PROBLEM REQUIREMENTS
Lines that include the word "Раевская" should be copied from the listing that follows.

DATA

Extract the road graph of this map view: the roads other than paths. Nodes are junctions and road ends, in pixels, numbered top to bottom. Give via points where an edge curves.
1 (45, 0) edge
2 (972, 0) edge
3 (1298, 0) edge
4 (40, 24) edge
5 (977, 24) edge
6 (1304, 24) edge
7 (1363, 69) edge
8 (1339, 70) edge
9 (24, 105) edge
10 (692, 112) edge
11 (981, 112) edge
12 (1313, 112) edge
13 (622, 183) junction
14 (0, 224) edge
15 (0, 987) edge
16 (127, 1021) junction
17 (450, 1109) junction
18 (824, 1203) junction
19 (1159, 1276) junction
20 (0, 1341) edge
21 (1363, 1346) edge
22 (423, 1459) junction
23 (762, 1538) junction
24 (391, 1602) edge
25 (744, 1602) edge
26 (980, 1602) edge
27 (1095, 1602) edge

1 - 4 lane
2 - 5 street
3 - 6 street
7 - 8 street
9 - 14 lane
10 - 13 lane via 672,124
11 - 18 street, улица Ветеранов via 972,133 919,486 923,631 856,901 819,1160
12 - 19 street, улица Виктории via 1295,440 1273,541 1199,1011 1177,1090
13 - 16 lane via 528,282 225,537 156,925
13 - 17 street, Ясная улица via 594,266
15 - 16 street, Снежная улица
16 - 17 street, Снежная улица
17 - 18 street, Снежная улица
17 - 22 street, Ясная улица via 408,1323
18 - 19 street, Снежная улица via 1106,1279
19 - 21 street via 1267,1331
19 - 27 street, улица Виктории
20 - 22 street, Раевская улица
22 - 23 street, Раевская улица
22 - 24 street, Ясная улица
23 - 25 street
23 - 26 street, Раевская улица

RESPONSE TO THIS EXERCISE
20 - 22 street, Раевская улица
22 - 23 street, Раевская улица
23 - 26 street, Раевская улица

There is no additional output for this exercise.